To reinforce this idea, we ask you to imagine a long corridor with a sequence of offices, each identified by a room number. The input to the function is the room number. To evaluate the function for that input, you knock on the appropriate door and, in response, you will receive a piece of paper with a number to take away with you. That number is the output of the function.

This will sound at first too simple to be true, but … In a mathematical function each office gives out the same number every time someone knocks on the door. Obviously, being a worker in such an office is highly tedious and requires no special skill. Every time someone knocks on the worker’s door, he or she writes down the same number on a piece of paper and hands it to the person knocking. What that person will do with the number is of absolutely no concern to the office worker.

Figure 7.2: Part of the first table of logarithms, published by Henry Briggs in 1624.

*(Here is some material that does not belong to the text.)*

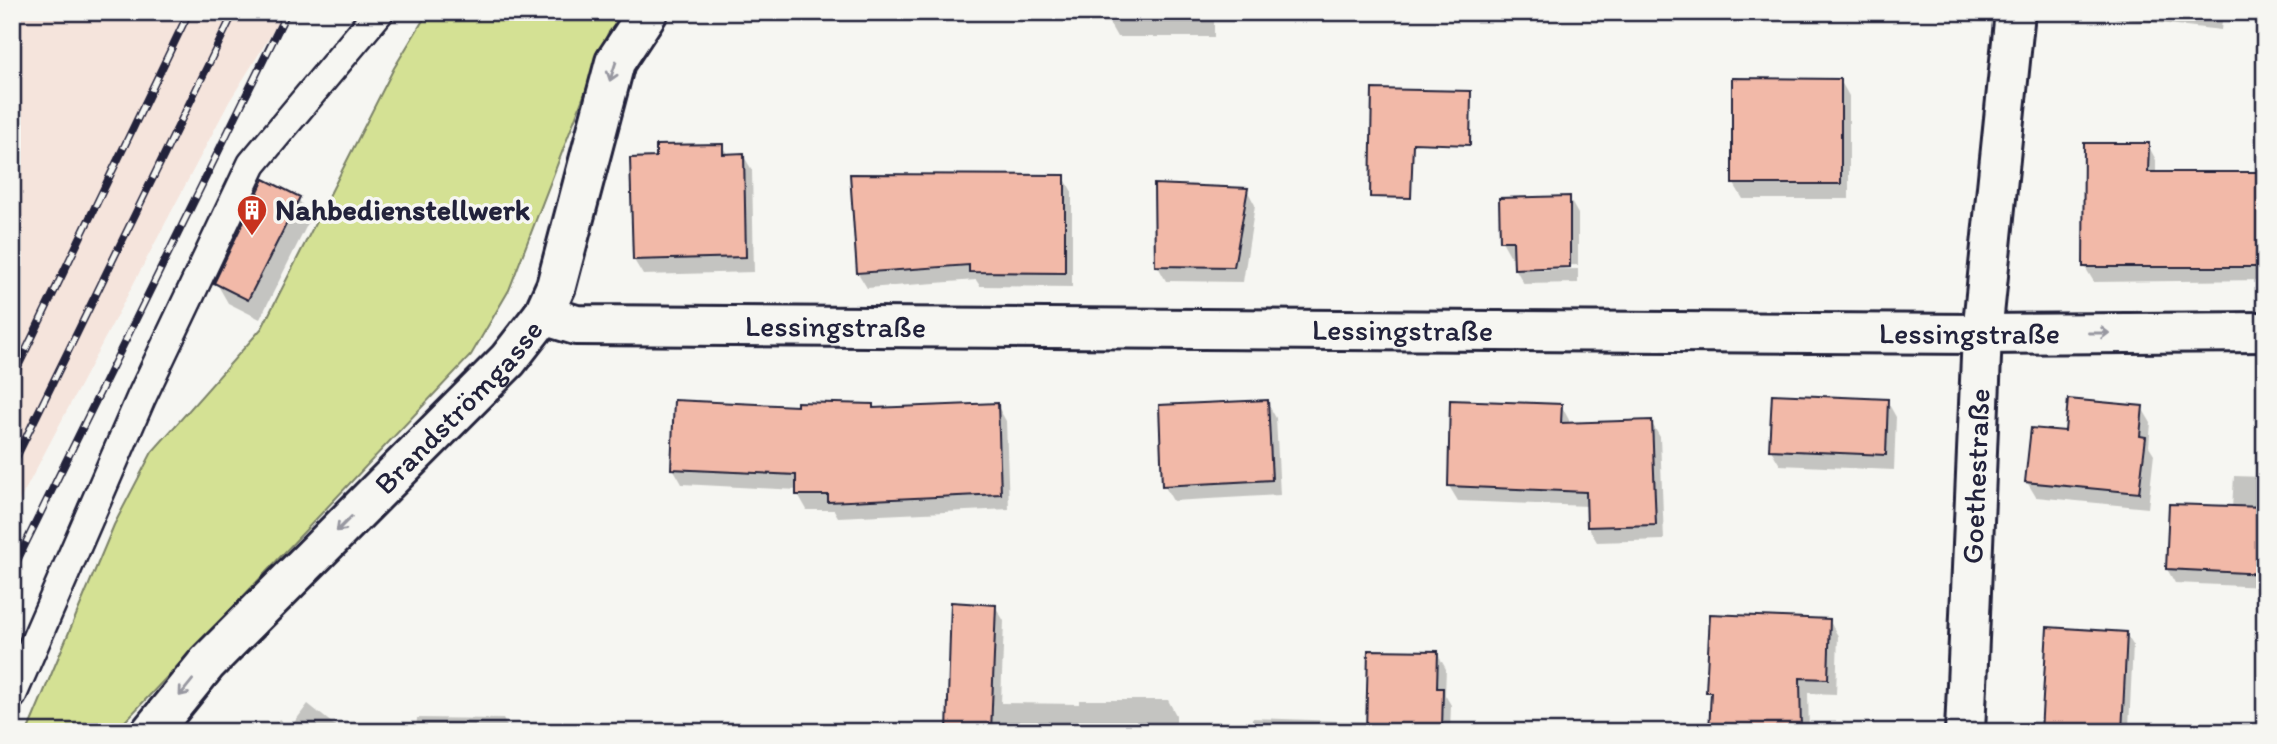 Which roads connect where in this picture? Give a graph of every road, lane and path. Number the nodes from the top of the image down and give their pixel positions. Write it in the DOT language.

The reader familiar with floors and corridors and office doors may note that the addresses are discrete. That is, office 321 has offices 320 and 322 as neighbors. But Calculus is mainly about functions with a continuous domain.

Fortunately, it is easy to create a continuous function out of a discrete table by adding on a small, standard calculation called “interpolation.” The simplest form, called “linear interpolation,” works like this: for an input of, say, 321.487… the messenger goes to both office 321 and 322 and collects their respective outputs. Let’s imagine that they are -14.3 and 12.5 respectively. All that is needed is a small calculation, which in this case will look like \[-14.3 \times (1 - 0.487...) + 12.5 \times 0.487...\]

Chapter 49 introduces a modern, sophisticated form of interpolation that makes smooth functions.